Personal information
- Full name: Anastasija Marsenić
- Born: 24 February 2003 (age 23) Ballerup, Copenhagen, Denmark
- Nationality: Montenegrin/Danish
- Height: 1.73 m (5 ft 8 in)
- Playing position: Right wing

Club information
- Current club: København Håndbold
- Number: 28

Youth career
- Team
- –: FIF
- –: Herlev/Hjorten Håndbold
- –: HIK
- 2018–2020: Virum-Sorgenfri HK

Senior clubs
- Years: Team
- 2020–2021: ŽRK Budućnost
- 2021–2023: Molde Elite
- 2023–2025: ŽRK Budućnost
- 2025–: København Håndbold

National team ^{1}
- Years: Team / Apps / (Gls)
- 2019-: Montenegro / 33 / (58)

= Anastasija Marsenić =

Montenegrin handball player (born 2003)

Anastasija Marsenić (born 24 February 2003) is a Montenegrin/Danish handball player for København Håndbold and the Montenegrin national team. She was born in Denmark to Montenegrin parents.

==Career==
She played youth handball at FIF, Herlev/Hjorten Håndbold nad HIK in and around Copenhagen.

In 2020 she joined Montenigrin side ŽRK Budućnost Podgorica. In 2021 she won the Montenegrin cup and Championship.
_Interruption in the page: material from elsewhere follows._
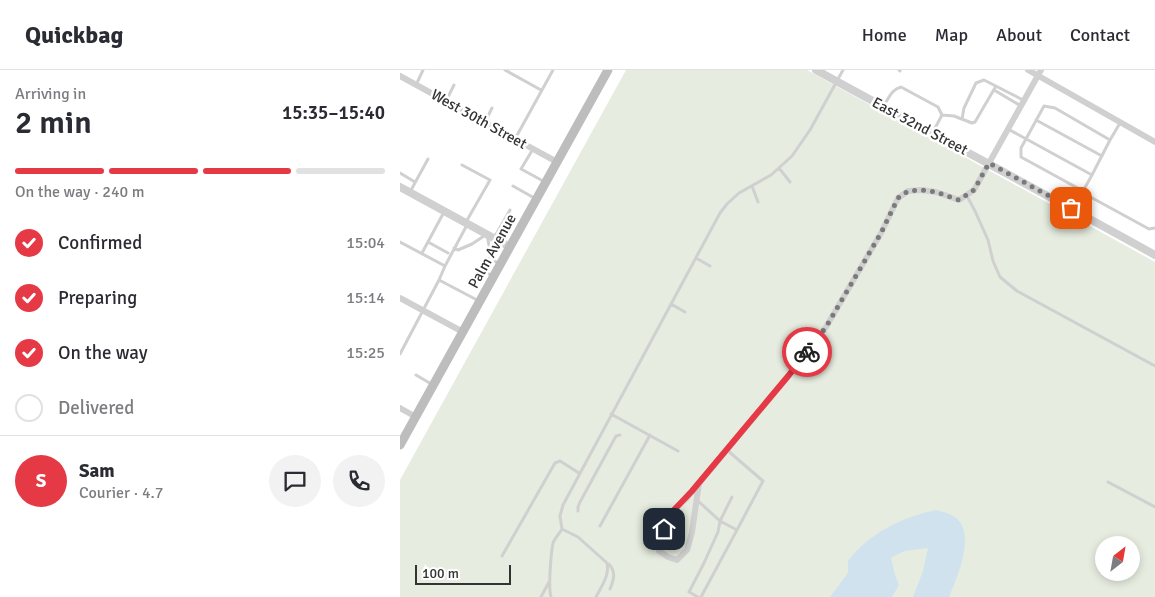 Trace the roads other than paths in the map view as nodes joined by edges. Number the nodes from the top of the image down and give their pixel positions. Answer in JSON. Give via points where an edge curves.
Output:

In 2021-22 she joined Norwegian Molde HK. Here she reached the final of the 2021 cup.

In 2023 she returned to ŽRK Budućnost Podgorica.

In 2025 she joined København Håndbold in the Danish top division.

===National team===
For the youth teams Marsenić played for both the Danish and Montenegrin youth national teams. In September 2019 she was selected for the Montenegrin national team for the first time by head coach Per Johansson for qualifications for the 2020 European Women's Handball Championship.

She was also selected as part of the Montenegrin 35-player squad for the 2020 European Women's Handball Championship.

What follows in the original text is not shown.